**Exercise objective:**
Every line below that has "Grande" in it should be copied.

[Stored data entries]
##############################
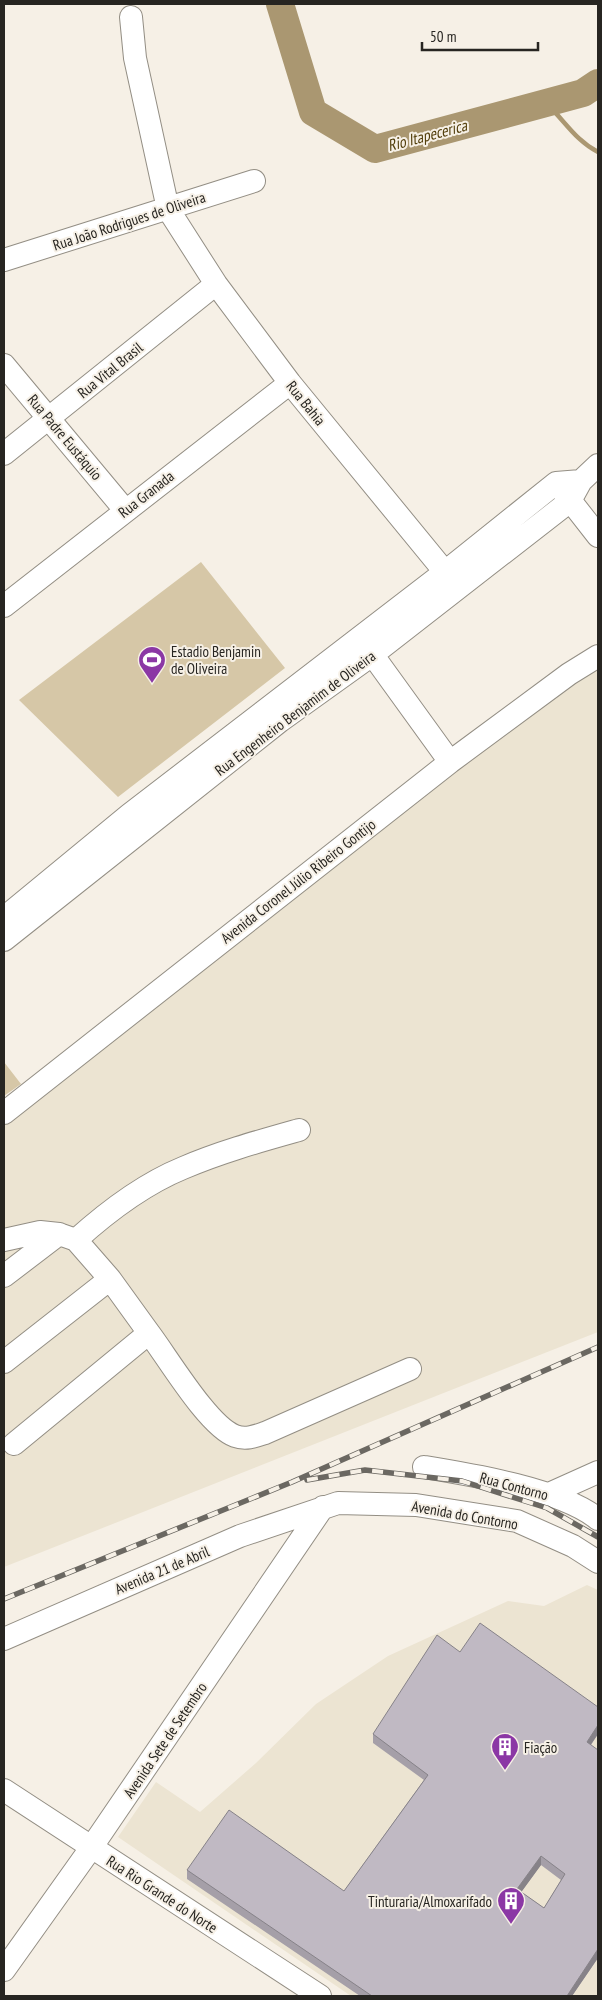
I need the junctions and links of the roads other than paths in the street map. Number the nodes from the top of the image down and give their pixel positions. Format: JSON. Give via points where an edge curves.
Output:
{"nodes":[{"id":1,"x":131,"y":16,"type":"dead end"},
{"id":2,"x":254,"y":181,"type":"dead end"},
{"id":3,"x":168,"y":209,"type":"junction"},
{"id":4,"x":4,"y":260,"type":"edge"},
{"id":5,"x":216,"y":284,"type":"junction"},
{"id":6,"x":4,"y":365,"type":"edge"},
{"id":7,"x":290,"y":383,"type":"junction"},
{"id":8,"x":49,"y":419,"type":"junction"},
{"id":9,"x":4,"y":454,"type":"edge"},
{"id":10,"x":598,"y":465,"type":"edge"},
{"id":11,"x":581,"y":481,"type":"junction"},
{"id":12,"x":556,"y":483,"type":"junction"},
{"id":13,"x":570,"y":501,"type":"junction"},
{"id":14,"x":125,"y":510,"type":"junction"},
{"id":15,"x":598,"y":536,"type":"edge"},
{"id":16,"x":451,"y":580,"type":"junction"},
{"id":17,"x":4,"y":606,"type":"edge"},
{"id":18,"x":366,"y":646,"type":"junction"},
{"id":19,"x":598,"y":656,"type":"edge"},
{"id":20,"x":450,"y":762,"type":"junction"},
{"id":21,"x":4,"y":918,"type":"edge"},
{"id":22,"x":4,"y":940,"type":"edge"},
{"id":23,"x":4,"y":1113,"type":"edge"},
{"id":24,"x":299,"y":1130,"type":"dead end"},
{"id":25,"x":67,"y":1237,"type":"junction"},
{"id":26,"x":4,"y":1240,"type":"edge"},
{"id":27,"x":4,"y":1276,"type":"edge"},
{"id":28,"x":110,"y":1279,"type":"junction"},
{"id":29,"x":149,"y":1333,"type":"junction"},
{"id":30,"x":4,"y":1362,"type":"edge"},
{"id":31,"x":410,"y":1369,"type":"dead end"},
{"id":32,"x":14,"y":1444,"type":"dead end"},
{"id":33,"x":424,"y":1466,"type":"dead end"},
{"id":34,"x":598,"y":1472,"type":"edge"},
{"id":35,"x":549,"y":1494,"type":"junction"},
{"id":36,"x":323,"y":1507,"type":"junction"},
{"id":37,"x":598,"y":1519,"type":"edge"},
{"id":38,"x":598,"y":1562,"type":"edge"},
{"id":39,"x":4,"y":1639,"type":"edge"},
{"id":40,"x":4,"y":1790,"type":"edge"},
{"id":41,"x":91,"y":1848,"type":"junction"},
{"id":42,"x":4,"y":1970,"type":"edge"},
{"id":43,"x":313,"y":1994,"type":"edge"}],
"edges":[{"from":1,"to":3,"type":"street","via":[[135,58]]},
{"from":2,"to":3,"type":"street","name":"Rua João Rodrigues de Oliveira"},
{"from":3,"to":4,"type":"street","name":"Rua João Rodrigues de Oliveira"},
{"from":3,"to":5,"type":"street","name":"Rua Bahia"},
{"from":5,"to":7,"type":"street","name":"Rua Bahia"},
{"from":5,"to":8,"type":"street","name":"Rua Vital Brasil"},
{"from":6,"to":8,"type":"street","name":"Rua Padre Eustáquio"},
{"from":7,"to":14,"type":"street","name":"Rua Granada"},
{"from":7,"to":16,"type":"street","name":"Rua Bahia"},
{"from":8,"to":9,"type":"street","name":"Rua Vital Brasil"},
{"from":8,"to":14,"type":"street","name":"Rua Padre Eustáquio"},
{"from":10,"to":11,"type":"street","name":"Rua Engenheiro Benjamim de Oliveira"},
{"from":11,"to":12,"type":"street"},
{"from":11,"to":13,"type":"street","name":"Rua Engenheiro Benjamim de Oliveira"},
{"from":12,"to":13,"type":"street"},
{"from":12,"to":16,"type":"street","name":"Rua Engenheiro Benjamim de Oliveira"},
{"from":13,"to":15,"type":"street"},
{"from":13,"to":16,"type":"street","name":"Rua Engenheiro Benjamim de Oliveira"},
{"from":14,"to":17,"type":"street","name":"Rua Granada"},
{"from":16,"to":18,"type":"street","name":"Rua Engenheiro Benjamim de Oliveira"},
{"from":18,"to":20,"type":"street"},
{"from":18,"to":21,"type":"street","name":"Rua Engenheiro Benjamim de Oliveira","via":[[129,815]]},
{"from":18,"to":22,"type":"street","name":"Rua Engenheiro Benjamim de Oliveira","via":[[280,721]]},
{"from":19,"to":20,"type":"street","name":"Avenida Coronel Júlio Ribeiro Gontijo"},
{"from":20,"to":23,"type":"street","name":"Avenida Coronel Júlio Ribeiro Gontijo"},
{"from":24,"to":25,"type":"street","via":[[182,1168]]},
{"from":25,"to":26,"type":"street","via":[[40,1232]]},
{"from":25,"to":27,"type":"street"},
{"from":25,"to":28,"type":"street"},
{"from":28,"to":29,"type":"street"},
{"from":28,"to":30,"type":"street"},
{"from":29,"to":31,"type":"street","via":[[217,1425],[236,1436],[249,1438]]},
{"from":29,"to":32,"type":"street"},
{"from":33,"to":35,"type":"street","name":"Rua Contorno"},
{"from":34,"to":35,"type":"street"},
{"from":35,"to":37,"type":"street","name":"Rua Contorno"},
{"from":36,"to":38,"type":"street","name":"Avenida do Contorno","via":[[338,1502],[416,1505],[517,1521],[573,1546]]},
{"from":36,"to":39,"type":"street","name":"Avenida 21 de Abril","via":[[240,1536]]},
{"from":36,"to":41,"type":"street","name":"Avenida Sete de Setembro"},
{"from":40,"to":41,"type":"street","name":"Rua Rio Grande do Norte"},
{"from":41,"to":42,"type":"street","name":"Avenida Sete de Setembro"},
{"from":41,"to":43,"type":"street","name":"Rua Rio Grande do Norte"}]}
##############################
**Completed task:**
{"from":40,"to":41,"type":"street","name":"Rua Rio Grande do Norte"},
{"from":41,"to":43,"type":"street","name":"Rua Rio Grande do Norte"}]}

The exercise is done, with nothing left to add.